66 Grant: Service to Polo Park or Unicity/Dieppe Loop - enters/exits the Southwest Transitway just after Osborne Station; only observing stops at Harkness Station and Osborne Station.

Rapid transit stations

Balmoral Station

The renovated former Winnipeg Bus Terminal (formerly a Greyhound Canada bus depot) located next to the University of Winnipeg, is the downtown terminus for rapid transit routes.

Harkness Station
Located at Harkness and Stradbrook. Exit point for routes en route to Downtown. Transfer point for Route 635 with service between Osborne Village and Misericordia Health Centre.

Osborne Station
Constructed on a bridge over Osborne Street near Osborne Junction.
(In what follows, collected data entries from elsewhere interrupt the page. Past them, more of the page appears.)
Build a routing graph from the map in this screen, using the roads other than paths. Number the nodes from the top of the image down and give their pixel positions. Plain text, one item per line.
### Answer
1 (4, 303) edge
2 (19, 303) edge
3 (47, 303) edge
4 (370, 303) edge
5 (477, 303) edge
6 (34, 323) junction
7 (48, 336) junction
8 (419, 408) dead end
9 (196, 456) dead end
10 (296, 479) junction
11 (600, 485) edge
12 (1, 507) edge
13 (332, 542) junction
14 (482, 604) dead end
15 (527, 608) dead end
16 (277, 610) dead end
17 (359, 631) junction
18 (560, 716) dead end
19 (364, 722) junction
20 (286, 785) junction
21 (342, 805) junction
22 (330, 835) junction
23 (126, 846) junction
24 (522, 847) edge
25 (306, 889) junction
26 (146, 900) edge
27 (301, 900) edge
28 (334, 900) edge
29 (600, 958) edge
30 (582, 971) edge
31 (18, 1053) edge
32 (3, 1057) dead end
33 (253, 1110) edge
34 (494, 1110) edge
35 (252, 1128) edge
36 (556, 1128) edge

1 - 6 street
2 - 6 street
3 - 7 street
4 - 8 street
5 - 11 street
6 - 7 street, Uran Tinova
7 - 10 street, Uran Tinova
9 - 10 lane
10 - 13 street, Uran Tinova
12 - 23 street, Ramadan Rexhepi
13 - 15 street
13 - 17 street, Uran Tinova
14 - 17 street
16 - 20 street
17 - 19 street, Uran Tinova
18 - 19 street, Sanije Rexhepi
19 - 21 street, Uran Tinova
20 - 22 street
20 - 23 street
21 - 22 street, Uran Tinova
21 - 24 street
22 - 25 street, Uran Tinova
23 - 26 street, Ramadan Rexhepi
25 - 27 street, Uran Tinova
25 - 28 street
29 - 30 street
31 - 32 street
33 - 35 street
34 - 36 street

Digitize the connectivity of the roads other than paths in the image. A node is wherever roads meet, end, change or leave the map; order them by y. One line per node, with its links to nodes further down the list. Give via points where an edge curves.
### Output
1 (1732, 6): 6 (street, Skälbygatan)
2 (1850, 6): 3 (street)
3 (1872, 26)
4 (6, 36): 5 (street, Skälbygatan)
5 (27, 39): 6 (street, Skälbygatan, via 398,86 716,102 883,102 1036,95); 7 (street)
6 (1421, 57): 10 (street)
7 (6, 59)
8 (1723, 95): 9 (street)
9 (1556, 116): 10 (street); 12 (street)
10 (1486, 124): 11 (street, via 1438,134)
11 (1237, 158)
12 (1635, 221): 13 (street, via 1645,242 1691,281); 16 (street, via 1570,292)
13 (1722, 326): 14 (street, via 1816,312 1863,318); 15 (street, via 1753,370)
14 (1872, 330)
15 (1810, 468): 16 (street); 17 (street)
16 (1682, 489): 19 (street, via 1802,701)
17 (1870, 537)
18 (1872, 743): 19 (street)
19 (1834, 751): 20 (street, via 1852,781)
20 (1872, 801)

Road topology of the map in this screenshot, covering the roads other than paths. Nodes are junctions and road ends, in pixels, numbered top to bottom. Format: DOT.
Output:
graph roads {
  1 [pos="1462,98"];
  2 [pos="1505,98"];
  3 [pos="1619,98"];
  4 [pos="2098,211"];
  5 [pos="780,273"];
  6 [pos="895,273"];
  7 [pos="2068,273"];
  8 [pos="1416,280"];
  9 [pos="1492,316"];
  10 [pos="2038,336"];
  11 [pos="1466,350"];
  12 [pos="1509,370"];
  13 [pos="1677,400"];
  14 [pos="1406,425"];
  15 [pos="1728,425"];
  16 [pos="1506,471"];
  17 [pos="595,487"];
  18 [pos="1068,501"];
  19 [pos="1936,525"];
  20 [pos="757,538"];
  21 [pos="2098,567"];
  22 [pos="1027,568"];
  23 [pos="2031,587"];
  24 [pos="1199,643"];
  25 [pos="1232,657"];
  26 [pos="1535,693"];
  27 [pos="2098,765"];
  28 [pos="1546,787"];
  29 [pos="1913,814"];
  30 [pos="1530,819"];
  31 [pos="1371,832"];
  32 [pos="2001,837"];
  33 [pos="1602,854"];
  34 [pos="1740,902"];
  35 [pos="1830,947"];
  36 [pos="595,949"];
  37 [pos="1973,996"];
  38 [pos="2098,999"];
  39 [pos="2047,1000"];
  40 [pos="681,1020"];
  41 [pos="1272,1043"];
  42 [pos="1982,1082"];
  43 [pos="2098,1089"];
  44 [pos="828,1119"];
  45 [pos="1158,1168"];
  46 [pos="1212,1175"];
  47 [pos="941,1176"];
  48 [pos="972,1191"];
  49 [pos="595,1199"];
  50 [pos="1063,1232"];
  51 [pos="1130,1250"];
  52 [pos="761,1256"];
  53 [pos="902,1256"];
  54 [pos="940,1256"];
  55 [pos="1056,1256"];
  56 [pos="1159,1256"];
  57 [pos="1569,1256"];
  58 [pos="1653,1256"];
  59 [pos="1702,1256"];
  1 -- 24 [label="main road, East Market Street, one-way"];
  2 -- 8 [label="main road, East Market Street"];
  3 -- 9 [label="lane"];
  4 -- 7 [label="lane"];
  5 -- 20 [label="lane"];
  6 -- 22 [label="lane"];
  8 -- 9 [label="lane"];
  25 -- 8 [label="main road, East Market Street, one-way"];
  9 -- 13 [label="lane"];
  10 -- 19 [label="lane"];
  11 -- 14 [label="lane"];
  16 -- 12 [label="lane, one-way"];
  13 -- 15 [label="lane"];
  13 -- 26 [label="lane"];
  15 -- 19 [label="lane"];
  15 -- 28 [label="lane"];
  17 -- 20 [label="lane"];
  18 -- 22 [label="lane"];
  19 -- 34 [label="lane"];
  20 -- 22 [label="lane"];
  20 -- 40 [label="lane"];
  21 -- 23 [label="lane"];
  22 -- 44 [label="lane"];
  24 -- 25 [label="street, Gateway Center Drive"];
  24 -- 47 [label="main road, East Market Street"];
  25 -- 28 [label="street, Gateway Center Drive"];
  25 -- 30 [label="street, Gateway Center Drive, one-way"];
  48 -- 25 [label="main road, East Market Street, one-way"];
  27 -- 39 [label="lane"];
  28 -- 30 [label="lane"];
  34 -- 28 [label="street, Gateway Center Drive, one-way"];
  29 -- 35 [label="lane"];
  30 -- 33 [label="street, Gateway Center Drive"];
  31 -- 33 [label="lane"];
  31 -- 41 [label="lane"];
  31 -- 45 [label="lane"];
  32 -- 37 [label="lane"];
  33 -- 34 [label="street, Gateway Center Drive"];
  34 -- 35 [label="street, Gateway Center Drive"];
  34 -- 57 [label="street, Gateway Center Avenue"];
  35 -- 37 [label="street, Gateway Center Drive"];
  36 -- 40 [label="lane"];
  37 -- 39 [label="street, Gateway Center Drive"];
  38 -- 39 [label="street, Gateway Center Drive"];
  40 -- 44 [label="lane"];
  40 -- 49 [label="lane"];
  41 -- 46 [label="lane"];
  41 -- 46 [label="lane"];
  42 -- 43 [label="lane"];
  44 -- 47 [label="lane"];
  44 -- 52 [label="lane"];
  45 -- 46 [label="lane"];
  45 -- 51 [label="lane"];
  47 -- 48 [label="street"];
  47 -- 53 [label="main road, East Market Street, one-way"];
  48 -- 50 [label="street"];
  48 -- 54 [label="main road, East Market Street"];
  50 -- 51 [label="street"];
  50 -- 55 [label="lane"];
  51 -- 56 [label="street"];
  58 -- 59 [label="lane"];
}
This station is the only covered station on the Southwest Transitway.

Fort Rouge Station
Located in the Fort Rouge Yards area off Morley Avenue. Transfers can be made to Route 95 with service to Riverview and South Tuxedo at this station, also the only station that had a kiss & ride, allowing drivers to drop off passengers at the station

Jubilee Station
It was proposed that the station be built near the, at-the-time, end of the Transitway, just northeast of the Pembina/Jubilee underpass. City Council was set to vote on approval of the project in late 2012. The station opened in 2015.

Beaumont Station 
Located in the Parker Lands, at the north end of Beaumont Street, just east of Georgina Street. Transfer point for Routes 29, 641 and 677.

Seel Station 
Located at the east end of Seel Avenue, north of McGillivray. Transfer point for Routes 642, 650, 690, 691 and 694. Also the location of a Park and Ride.

Clarence Station 
Located to the north of Clarence Avenue. Also the location of a Park and Ride.

Chevrier Station 
Located to the north of Chevrier Blvd. Transfer point for Route 649.

Plaza Station 
Located at the west end of Plaza Drive, north of Bishop Grandin.

Chancellor Station 
Located north and south of Chancellor Drive. Transfer point for Routes 676 and 693. The St. Norbert and University of Manitoba branches of the BLUE split south of here.

Southpark Station 
Located on Southpark Drive, west of Pembina Highway. Transfer point for Routes 662 and 693.

Markham Station 
Located north of Markham Road. Transfer point for Routes 662 and 693.

Stadium Station 
Located at the east end of Bohemier Trail, west of University Crescent. Terminal for extra buses operating to Investors Group Field on game days.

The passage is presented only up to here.